▶ **ASSIGNED TASK**
For each line in the records, produce an exact copy.

▶ **INPUT**
----------------

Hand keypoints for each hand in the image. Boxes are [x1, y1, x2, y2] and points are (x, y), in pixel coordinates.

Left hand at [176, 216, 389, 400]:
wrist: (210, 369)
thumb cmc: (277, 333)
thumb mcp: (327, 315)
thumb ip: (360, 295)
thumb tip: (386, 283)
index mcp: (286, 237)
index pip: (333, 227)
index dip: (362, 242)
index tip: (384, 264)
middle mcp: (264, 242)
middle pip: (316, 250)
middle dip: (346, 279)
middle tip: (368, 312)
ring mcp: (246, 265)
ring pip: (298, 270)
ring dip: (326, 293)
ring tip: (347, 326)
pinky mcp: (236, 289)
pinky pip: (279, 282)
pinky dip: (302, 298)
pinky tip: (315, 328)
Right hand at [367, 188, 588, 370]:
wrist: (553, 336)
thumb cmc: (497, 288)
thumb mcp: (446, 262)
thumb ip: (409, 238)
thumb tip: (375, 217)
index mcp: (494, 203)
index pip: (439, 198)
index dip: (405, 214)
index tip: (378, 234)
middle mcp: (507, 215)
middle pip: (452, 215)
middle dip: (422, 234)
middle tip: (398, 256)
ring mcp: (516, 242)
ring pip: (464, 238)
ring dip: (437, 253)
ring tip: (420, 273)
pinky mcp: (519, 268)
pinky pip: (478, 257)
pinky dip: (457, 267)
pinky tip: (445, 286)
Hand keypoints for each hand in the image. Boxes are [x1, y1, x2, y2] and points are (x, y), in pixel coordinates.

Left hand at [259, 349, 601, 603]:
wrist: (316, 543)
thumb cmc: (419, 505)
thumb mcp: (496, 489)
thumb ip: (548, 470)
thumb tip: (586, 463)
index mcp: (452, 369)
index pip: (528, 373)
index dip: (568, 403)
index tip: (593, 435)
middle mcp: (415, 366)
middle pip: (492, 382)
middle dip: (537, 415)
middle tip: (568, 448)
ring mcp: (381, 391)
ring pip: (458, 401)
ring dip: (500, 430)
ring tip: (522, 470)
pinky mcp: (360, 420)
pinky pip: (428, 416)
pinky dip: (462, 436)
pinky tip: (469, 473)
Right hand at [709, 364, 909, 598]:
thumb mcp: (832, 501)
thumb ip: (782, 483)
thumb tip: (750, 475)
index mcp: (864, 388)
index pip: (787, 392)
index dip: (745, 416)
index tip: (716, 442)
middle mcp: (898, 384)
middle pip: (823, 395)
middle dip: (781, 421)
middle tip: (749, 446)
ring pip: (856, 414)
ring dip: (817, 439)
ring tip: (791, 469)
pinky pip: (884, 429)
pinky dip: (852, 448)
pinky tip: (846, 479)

----------------

▶ **SOLUTION TO THIS TASK**
Hand keypoints for each hand in the image. Boxes are [x1, y1, x2, y2] and points are (x, y), in pixel coordinates.

Left hand at [176, 216, 389, 400]:
wrist: (210, 369)
thumb cmc: (277, 333)
thumb mcp: (327, 315)
thumb ip: (360, 295)
thumb tip: (386, 283)
index mcp: (286, 237)
index pip: (333, 227)
index dip: (362, 242)
index tip: (384, 264)
middle mcp: (264, 242)
middle pip: (316, 250)
middle dip: (346, 279)
middle tip: (368, 312)
ring mcp: (246, 265)
ring pip: (298, 270)
ring dip: (326, 293)
ring tip: (347, 326)
pinky mcp: (236, 289)
pinky pip: (279, 282)
pinky dip: (302, 298)
pinky tip: (315, 328)
Right hand at [367, 188, 588, 370]:
wrist: (553, 336)
thumb cmc: (497, 288)
thumb mcp: (446, 262)
thumb ip: (409, 238)
thumb tip: (375, 217)
index mcp: (494, 203)
index pip: (439, 198)
index dip: (405, 214)
index tip: (378, 234)
middle mcp: (507, 215)
middle pip: (452, 215)
middle dip: (422, 234)
middle tip: (398, 256)
ring mcp: (516, 242)
ring pip: (464, 238)
ring dip: (437, 253)
ring tip: (420, 273)
pinky mcp: (519, 268)
pinky pip: (478, 257)
pinky dip: (457, 267)
pinky tip: (445, 286)
Hand keypoints for each hand in the image. Boxes are [x1, y1, x2, y2] and points are (x, y), in pixel coordinates.

Left hand at [259, 349, 601, 603]:
wrist: (316, 543)
thumb cmc: (419, 505)
thumb mcp: (496, 489)
thumb ip: (548, 470)
thumb tip: (586, 463)
index mcp: (452, 369)
index pip: (528, 373)
index dip: (568, 403)
index tip: (593, 435)
middle mcp: (415, 366)
middle pip: (492, 382)
middle dip: (537, 415)
middle tip: (568, 448)
ring mcp: (381, 391)
ring pip: (458, 401)
ring dip: (500, 430)
ring tip: (522, 470)
pinky mcp: (360, 420)
pinky pip: (428, 416)
pinky dip: (462, 436)
pinky tip: (469, 473)
Right hand at [709, 364, 909, 598]:
thumb mcp: (832, 501)
thumb ip: (782, 483)
thumb tip: (750, 475)
index mcp: (864, 388)
index pip: (787, 392)
index dip: (745, 416)
index tip: (716, 442)
middle mcp: (898, 384)
middle pip: (823, 395)
middle dip: (781, 421)
middle tip: (749, 446)
ring pip: (856, 414)
ring dip: (817, 439)
ring tip: (791, 469)
pinky pip: (884, 429)
pinky dip: (852, 448)
pinky tip: (846, 479)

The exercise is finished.